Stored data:
● ● ● ● ● ● ●

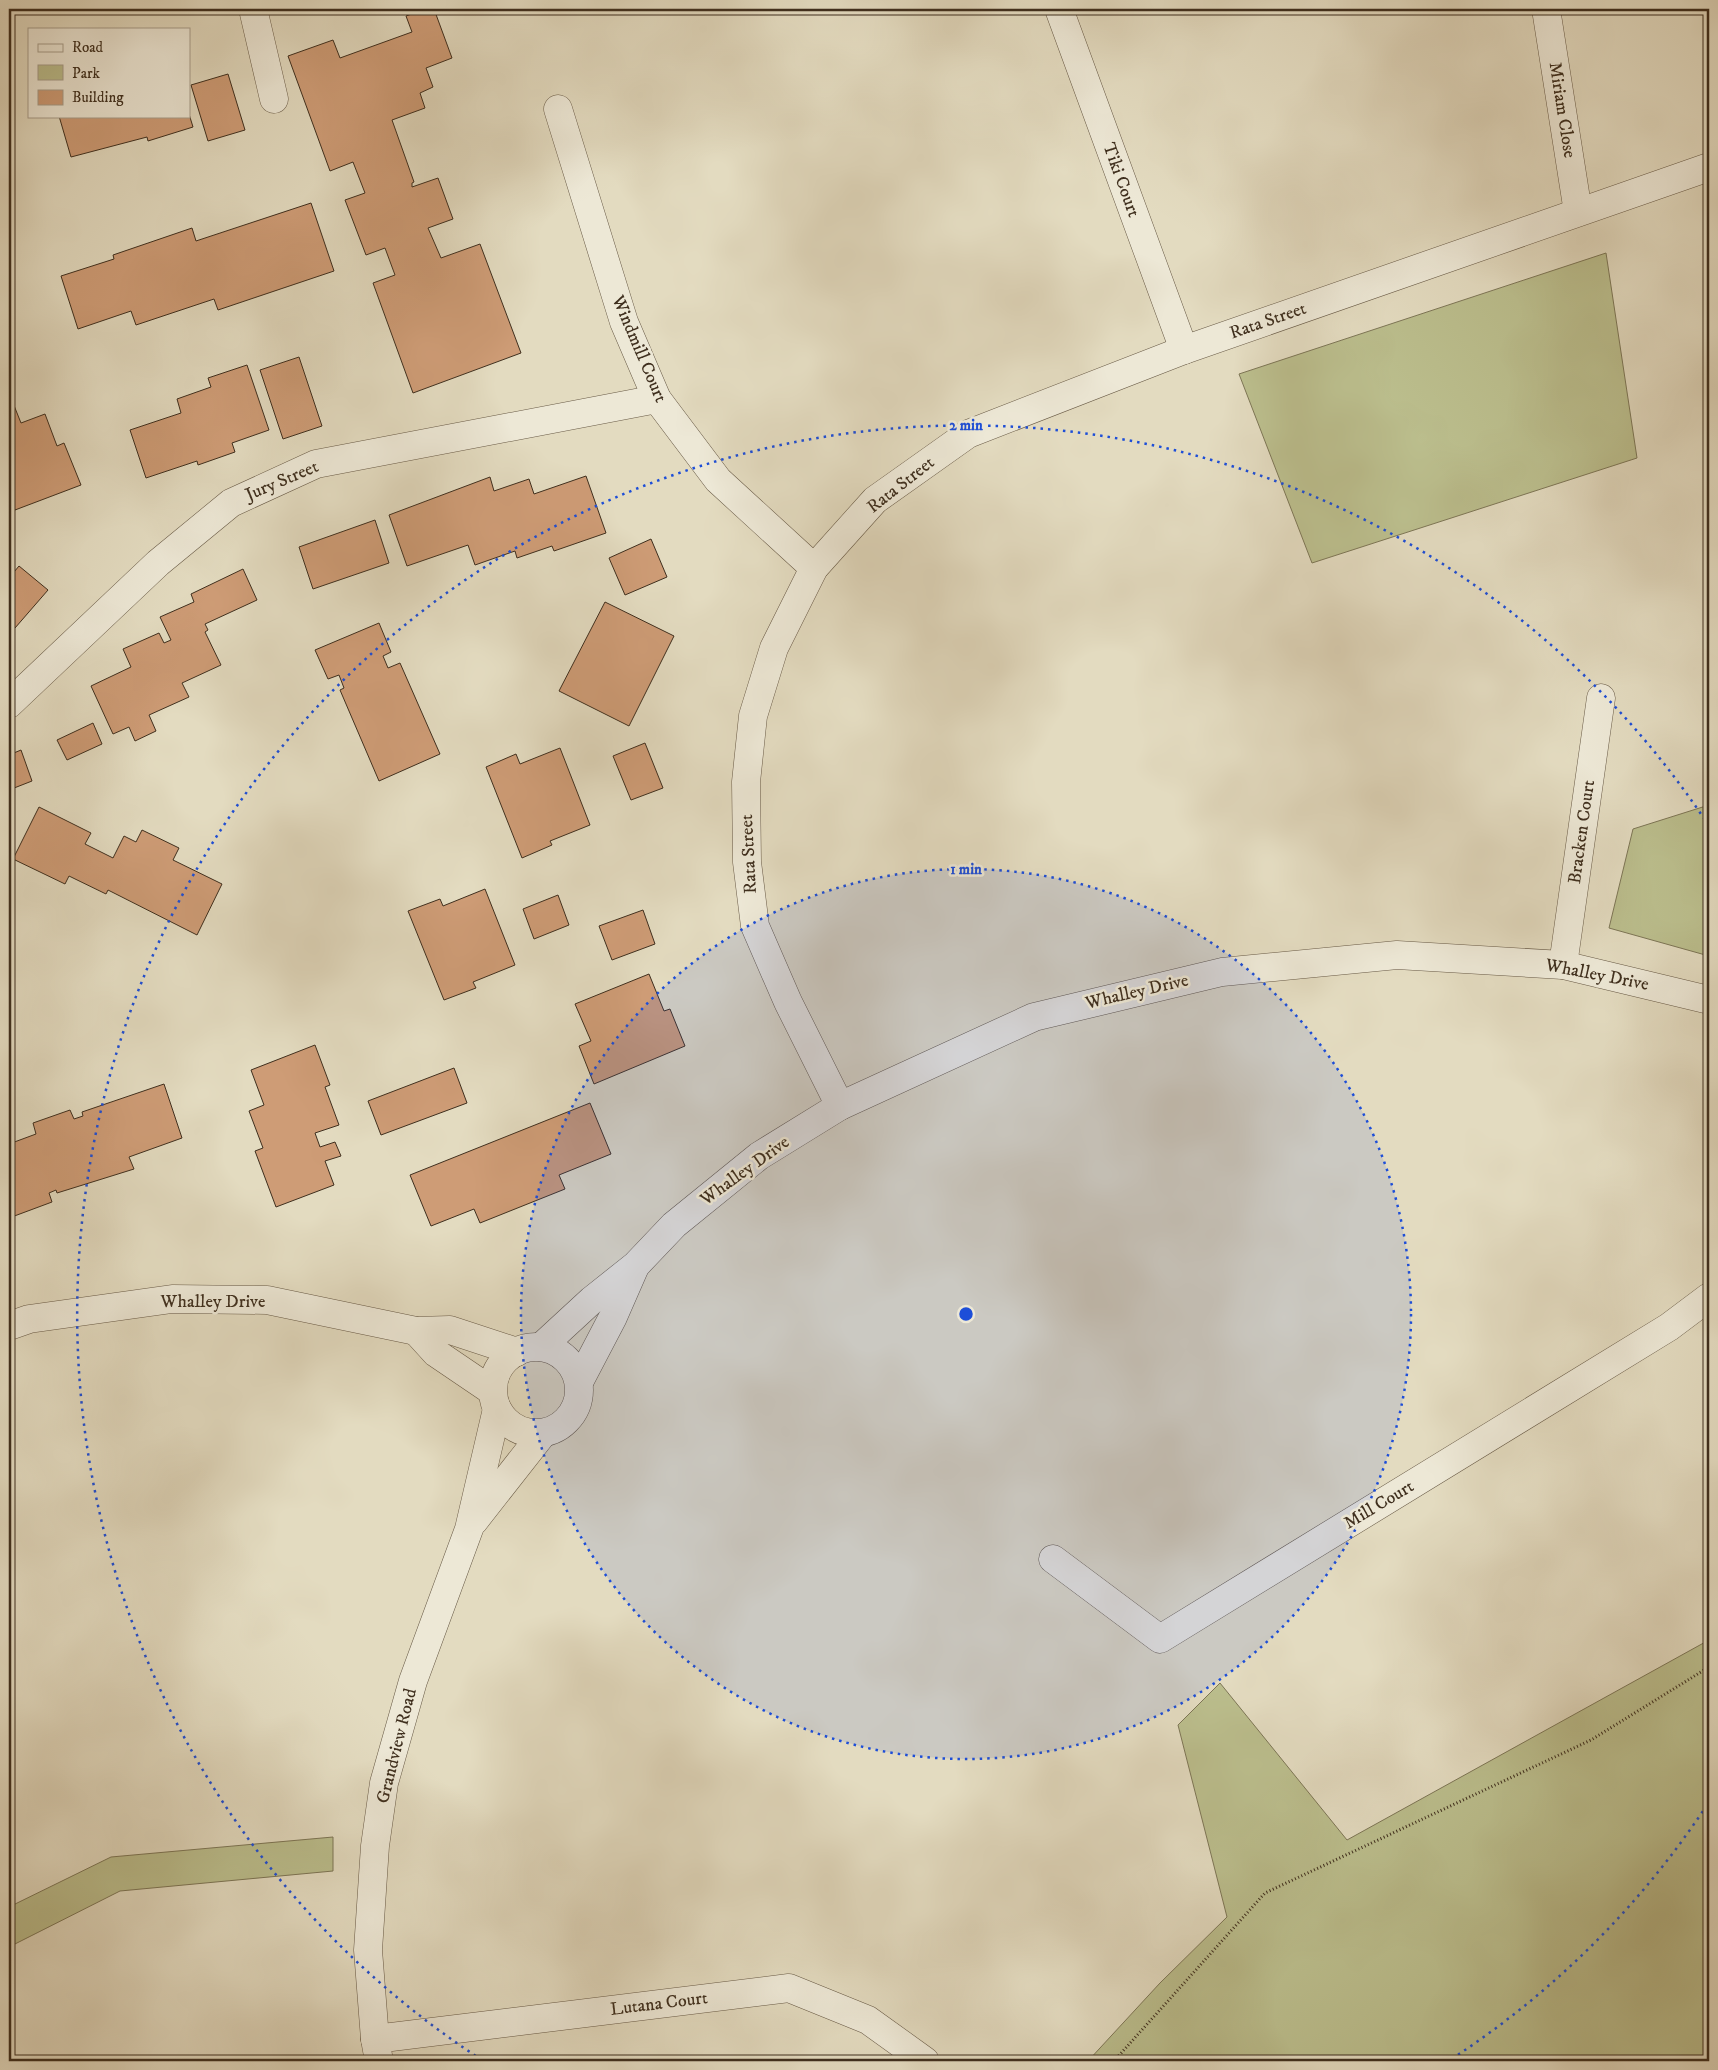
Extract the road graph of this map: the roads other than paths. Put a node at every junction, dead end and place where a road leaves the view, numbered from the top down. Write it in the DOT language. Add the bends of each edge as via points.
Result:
graph roads {
  1 [pos="253,9"];
  2 [pos="1059,9"];
  3 [pos="1546,9"];
  4 [pos="274,99"];
  5 [pos="558,109"];
  6 [pos="1709,167"];
  7 [pos="1578,212"];
  8 [pos="1184,350"];
  9 [pos="657,399"];
  10 [pos="814,568"];
  11 [pos="1601,698"];
  12 [pos="9,704"];
  13 [pos="1563,965"];
  14 [pos="1709,1000"];
  15 [pos="840,1106"];
  16 [pos="636,1265"];
  17 [pos="1709,1298"];
  18 [pos="9,1326"];
  19 [pos="416,1331"];
  20 [pos="529,1349"];
  21 [pos="579,1382"];
  22 [pos="494,1400"];
  23 [pos="543,1434"];
  24 [pos="469,1529"];
  25 [pos="1053,1559"];
  26 [pos="377,2050"];
  27 [pos="925,2061"];
  1 -- 4 [label="street"];
  2 -- 8 [label="street, Tiki Court"];
  3 -- 7 [label="street, Miriam Close"];
  5 -- 9 [label="street, Windmill Court" via="624,322"];
  6 -- 7 [label="street, Rata Street"];
  7 -- 8 [label="street, Rata Street"];
  8 -- 10 [label="street, Rata Street" via="968,434 875,500"];
  9 -- 10 [label="street, Windmill Court" via="718,480"];
  9 -- 12 [label="street, Jury Street" via="316,464 231,503 158,563"];
  10 -- 15 [label="street, Rata Street" via="774,648 753,716 746,782 747,862 755,926 788,1002"];
  11 -- 13 [label="street, Bracken Court"];
  13 -- 14 [label="street, Whalley Drive"];
  13 -- 15 [label="street, Whalley Drive" via="1397,955 1222,972 1034,1016"];
  15 -- 16 [label="street, Whalley Drive" via="759,1156 674,1225"];
  16 -- 20 [label="street, Whalley Drive"];
  16 -- 21 [label="street, Whalley Drive"];
  17 -- 25 [label="street, Mill Court" via="1660,1333 1160,1639"];
  18 -- 19 [label="street, Whalley Drive" via="29,1319 172,1299 267,1300"];
  19 -- 20 [label="street, Whalley Drive" via="450,1330"];
  19 -- 22 [label="street" via="436,1353"];
  20 -- 21 [label="street" via="554,1351 565,1358"];
  20 -- 22 [label="street" via="499,1367"];
  21 -- 23 [label="street" via="575,1409 568,1420"];
  22 -- 23 [label="street" via="511,1426 532,1434"];
  22 -- 24 [label="street, Grandview Road"];
  23 -- 24 [label="street, Grandview Road"];
  24 -- 26 [label="street, Grandview Road" via="413,1681 384,1783 375,1846 368,1950"];
  26 -- 27 [label="street, Lutana Court" via="789,1988 868,2020"];
}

● ● ● ● ● ● ●

[Directions for this task]
What the answer needs is every line from the data above with "Whalley" in it.

[Exercise solution]
  13 -- 14 [label="street, Whalley Drive"];
  13 -- 15 [label="street, Whalley Drive" via="1397,955 1222,972 1034,1016"];
  15 -- 16 [label="street, Whalley Drive" via="759,1156 674,1225"];
  16 -- 20 [label="street, Whalley Drive"];
  16 -- 21 [label="street, Whalley Drive"];
  18 -- 19 [label="street, Whalley Drive" via="29,1319 172,1299 267,1300"];
  19 -- 20 [label="street, Whalley Drive" via="450,1330"];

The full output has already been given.